Mort du poète Edouard Glissant, héraut du métissage
Le poète et écrivain antillais Edouard Glissant, chantre du métissage, est mort jeudi à Paris à l’âge de 82 ans.
Né en 1928 à Sainte-Marie, dans le nord de la Martinique, cet ancien étudiant en philosophie et docteur ès lettres avait obtenu le prix Renaudot en 1958 pour « La Lézarde. »
Le président Nicolas Sarkozy a salué un homme qui aura marqué « la pensée de notre temps de son empreinte énergique, pugnace et exigeante ».
« Edouard Glissant aura plaidé inlassablement pour une approche de la diversité du monde fondée sur l’échange, le dialogue et la ‘poétique de la relation' », écrit-il dans un communiqué.
« Edouard Glissant restera à jamais parmi nous, non seulement pour la beauté de ses mots et la force de son verbe, mais tout autant pour ses odes à l’humanisme et à la diversité du genre humain, antidotes de tous les préjugés et les racismes », a déclaré Martine Aubry, premier secrétaire du Parti socialiste.
Pour Pierre Laurent, secrétaire national du parti communiste, Edouard Glissant « savait lire le monde dans ce qu’il portait de meilleur » et était « un homme d’action qui mettait en partage avec le peuple ses mots, ses idées, sa poésie. »
L’oeuvre d’Edouard Glissant a été marquée par une réflexion militante contre les racismes de toutes sortes et le rappel de l’esclavagisme, qui a entaché selon lui les rapports de la France avec l’Afrique et l’outre-mer.

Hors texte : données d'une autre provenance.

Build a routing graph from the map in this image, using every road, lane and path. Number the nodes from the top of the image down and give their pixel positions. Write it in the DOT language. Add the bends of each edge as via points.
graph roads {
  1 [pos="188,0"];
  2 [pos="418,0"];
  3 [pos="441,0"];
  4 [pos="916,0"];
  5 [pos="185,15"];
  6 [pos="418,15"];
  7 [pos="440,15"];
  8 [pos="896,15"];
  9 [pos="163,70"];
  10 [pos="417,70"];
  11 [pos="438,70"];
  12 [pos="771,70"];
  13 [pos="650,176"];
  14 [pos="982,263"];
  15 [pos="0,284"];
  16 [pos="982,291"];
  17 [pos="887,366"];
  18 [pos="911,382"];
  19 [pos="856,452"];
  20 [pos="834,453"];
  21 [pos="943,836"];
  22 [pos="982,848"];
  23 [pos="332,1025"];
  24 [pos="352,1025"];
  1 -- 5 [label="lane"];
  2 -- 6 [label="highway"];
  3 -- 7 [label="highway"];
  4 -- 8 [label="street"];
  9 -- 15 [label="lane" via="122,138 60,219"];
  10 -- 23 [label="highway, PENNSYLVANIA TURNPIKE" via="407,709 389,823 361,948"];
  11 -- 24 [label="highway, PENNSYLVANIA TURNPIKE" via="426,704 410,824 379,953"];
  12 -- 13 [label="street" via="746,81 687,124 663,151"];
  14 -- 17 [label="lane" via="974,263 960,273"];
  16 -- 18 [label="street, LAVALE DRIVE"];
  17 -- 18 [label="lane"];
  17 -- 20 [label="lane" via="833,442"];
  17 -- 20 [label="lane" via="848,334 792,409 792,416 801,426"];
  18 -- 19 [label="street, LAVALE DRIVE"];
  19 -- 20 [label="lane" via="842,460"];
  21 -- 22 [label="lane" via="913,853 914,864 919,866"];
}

Opposé à la guerre d’Algérie, il avait été expulsé des Antilles et assigné à résidence en métropole au début des années 60 par le pouvoir gaulliste.
L’écrivain, qui a ouvert la porte à la créolité, développait une conception opposée à la mondialisation, un espace sans frontières qu’il nommait le ‘Tout-monde. »
Il a publié « La terre, le feu, l’eau et les vents » (Galaade), une anthologie poétique d’un genre inédit où il juxtaposait un chant de l' »Odyssée » et une poésie peule, un vers de Rimbaud et une déclaration de Muhammad Ali.
Cette notion de « Tout-Monde » repose sur le consentement à la fois à l’unité et à la diversité et « sur le désir de concevoir nos différences sans craindre les différences de l’autre », expliquait-il dans une interview au Point, au printemps 2010.
« Les humanités ont subi les conséquences de nombreuses oppressions et guerres d’invasion, motivées par cette différence entre les peuples de l’unité (les grands empires conquérants) qui considéraient que la terre entière doit être mue par un seul idéal, l’Universel, et les peuples de la diversité (les petits lieux conquis), qui participent au contraire à des formes de la multiplicité », ajoutait-il.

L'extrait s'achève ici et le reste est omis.